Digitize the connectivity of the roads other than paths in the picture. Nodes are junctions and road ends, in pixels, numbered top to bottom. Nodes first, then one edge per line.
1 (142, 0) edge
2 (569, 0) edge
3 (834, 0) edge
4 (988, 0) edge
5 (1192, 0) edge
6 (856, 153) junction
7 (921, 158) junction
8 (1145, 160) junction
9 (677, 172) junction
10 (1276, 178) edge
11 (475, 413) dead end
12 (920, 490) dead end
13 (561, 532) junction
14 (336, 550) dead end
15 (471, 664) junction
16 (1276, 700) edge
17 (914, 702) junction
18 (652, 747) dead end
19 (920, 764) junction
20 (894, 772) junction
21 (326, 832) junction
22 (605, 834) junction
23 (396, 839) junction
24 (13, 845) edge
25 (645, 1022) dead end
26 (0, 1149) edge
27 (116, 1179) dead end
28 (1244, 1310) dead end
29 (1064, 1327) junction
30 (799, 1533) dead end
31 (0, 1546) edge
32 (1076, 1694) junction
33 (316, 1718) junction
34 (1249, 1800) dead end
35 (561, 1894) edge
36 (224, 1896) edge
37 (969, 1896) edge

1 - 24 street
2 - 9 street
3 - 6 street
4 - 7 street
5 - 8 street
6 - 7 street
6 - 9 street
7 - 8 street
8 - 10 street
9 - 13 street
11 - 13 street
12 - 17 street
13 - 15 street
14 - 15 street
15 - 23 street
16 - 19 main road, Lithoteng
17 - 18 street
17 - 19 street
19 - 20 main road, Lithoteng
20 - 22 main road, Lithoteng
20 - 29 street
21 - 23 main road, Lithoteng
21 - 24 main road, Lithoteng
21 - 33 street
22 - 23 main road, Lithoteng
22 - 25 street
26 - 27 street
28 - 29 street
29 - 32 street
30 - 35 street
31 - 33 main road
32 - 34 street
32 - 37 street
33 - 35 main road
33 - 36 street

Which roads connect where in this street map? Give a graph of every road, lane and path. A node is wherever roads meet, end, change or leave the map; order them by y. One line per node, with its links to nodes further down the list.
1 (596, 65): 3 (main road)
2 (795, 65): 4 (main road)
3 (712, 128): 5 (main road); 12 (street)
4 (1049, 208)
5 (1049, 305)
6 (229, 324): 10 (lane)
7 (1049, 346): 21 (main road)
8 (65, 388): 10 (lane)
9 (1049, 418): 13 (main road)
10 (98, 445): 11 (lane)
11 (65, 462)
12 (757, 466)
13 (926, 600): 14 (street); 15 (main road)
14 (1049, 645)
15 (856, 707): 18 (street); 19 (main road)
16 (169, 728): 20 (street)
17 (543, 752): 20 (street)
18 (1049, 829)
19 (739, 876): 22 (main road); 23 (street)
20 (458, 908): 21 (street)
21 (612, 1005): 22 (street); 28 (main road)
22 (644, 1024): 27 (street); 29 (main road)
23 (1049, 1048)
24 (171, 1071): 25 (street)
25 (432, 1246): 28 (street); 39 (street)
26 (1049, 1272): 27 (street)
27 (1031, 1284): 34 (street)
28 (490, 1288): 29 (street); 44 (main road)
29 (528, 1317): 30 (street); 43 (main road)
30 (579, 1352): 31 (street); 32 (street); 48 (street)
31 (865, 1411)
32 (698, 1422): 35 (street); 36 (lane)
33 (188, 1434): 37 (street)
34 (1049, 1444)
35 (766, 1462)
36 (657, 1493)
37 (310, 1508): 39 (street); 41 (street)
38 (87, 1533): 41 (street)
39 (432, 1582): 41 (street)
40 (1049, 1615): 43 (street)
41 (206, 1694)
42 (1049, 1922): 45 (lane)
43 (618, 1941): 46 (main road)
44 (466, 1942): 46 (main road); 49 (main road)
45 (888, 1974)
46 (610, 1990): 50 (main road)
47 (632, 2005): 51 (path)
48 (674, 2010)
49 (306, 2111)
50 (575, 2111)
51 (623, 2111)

### TASK GOAL
An exact copy of every entry above is required.

### RESPONSE TO THE TASK
Digitize the connectivity of the roads other than paths in the picture. Nodes are junctions and road ends, in pixels, numbered top to bottom. Nodes first, then one edge per line.
1 (142, 0) edge
2 (569, 0) edge
3 (834, 0) edge
4 (988, 0) edge
5 (1192, 0) edge
6 (856, 153) junction
7 (921, 158) junction
8 (1145, 160) junction
9 (677, 172) junction
10 (1276, 178) edge
11 (475, 413) dead end
12 (920, 490) dead end
13 (561, 532) junction
14 (336, 550) dead end
15 (471, 664) junction
16 (1276, 700) edge
17 (914, 702) junction
18 (652, 747) dead end
19 (920, 764) junction
20 (894, 772) junction
21 (326, 832) junction
22 (605, 834) junction
23 (396, 839) junction
24 (13, 845) edge
25 (645, 1022) dead end
26 (0, 1149) edge
27 (116, 1179) dead end
28 (1244, 1310) dead end
29 (1064, 1327) junction
30 (799, 1533) dead end
31 (0, 1546) edge
32 (1076, 1694) junction
33 (316, 1718) junction
34 (1249, 1800) dead end
35 (561, 1894) edge
36 (224, 1896) edge
37 (969, 1896) edge

1 - 24 street
2 - 9 street
3 - 6 street
4 - 7 street
5 - 8 street
6 - 7 street
6 - 9 street
7 - 8 street
8 - 10 street
9 - 13 street
11 - 13 street
12 - 17 street
13 - 15 street
14 - 15 street
15 - 23 street
16 - 19 main road, Lithoteng
17 - 18 street
17 - 19 street
19 - 20 main road, Lithoteng
20 - 22 main road, Lithoteng
20 - 29 street
21 - 23 main road, Lithoteng
21 - 24 main road, Lithoteng
21 - 33 street
22 - 23 main road, Lithoteng
22 - 25 street
26 - 27 street
28 - 29 street
29 - 32 street
30 - 35 street
31 - 33 main road
32 - 34 street
32 - 37 street
33 - 35 main road
33 - 36 street

Which roads connect where in this street map? Give a graph of every road, lane and path. A node is wherever roads meet, end, change or leave the map; order them by y. One line per node, with its links to nodes further down the list.
1 (596, 65): 3 (main road)
2 (795, 65): 4 (main road)
3 (712, 128): 5 (main road); 12 (street)
4 (1049, 208)
5 (1049, 305)
6 (229, 324): 10 (lane)
7 (1049, 346): 21 (main road)
8 (65, 388): 10 (lane)
9 (1049, 418): 13 (main road)
10 (98, 445): 11 (lane)
11 (65, 462)
12 (757, 466)
13 (926, 600): 14 (street); 15 (main road)
14 (1049, 645)
15 (856, 707): 18 (street); 19 (main road)
16 (169, 728): 20 (street)
17 (543, 752): 20 (street)
18 (1049, 829)
19 (739, 876): 22 (main road); 23 (street)
20 (458, 908): 21 (street)
21 (612, 1005): 22 (street); 28 (main road)
22 (644, 1024): 27 (street); 29 (main road)
23 (1049, 1048)
24 (171, 1071): 25 (street)
25 (432, 1246): 28 (street); 39 (street)
26 (1049, 1272): 27 (street)
27 (1031, 1284): 34 (street)
28 (490, 1288): 29 (street); 44 (main road)
29 (528, 1317): 30 (street); 43 (main road)
30 (579, 1352): 31 (street); 32 (street); 48 (street)
31 (865, 1411)
32 (698, 1422): 35 (street); 36 (lane)
33 (188, 1434): 37 (street)
34 (1049, 1444)
35 (766, 1462)
36 (657, 1493)
37 (310, 1508): 39 (street); 41 (street)
38 (87, 1533): 41 (street)
39 (432, 1582): 41 (street)
40 (1049, 1615): 43 (street)
41 (206, 1694)
42 (1049, 1922): 45 (lane)
43 (618, 1941): 46 (main road)
44 (466, 1942): 46 (main road); 49 (main road)
45 (888, 1974)
46 (610, 1990): 50 (main road)
47 (632, 2005): 51 (path)
48 (674, 2010)
49 (306, 2111)
50 (575, 2111)
51 (623, 2111)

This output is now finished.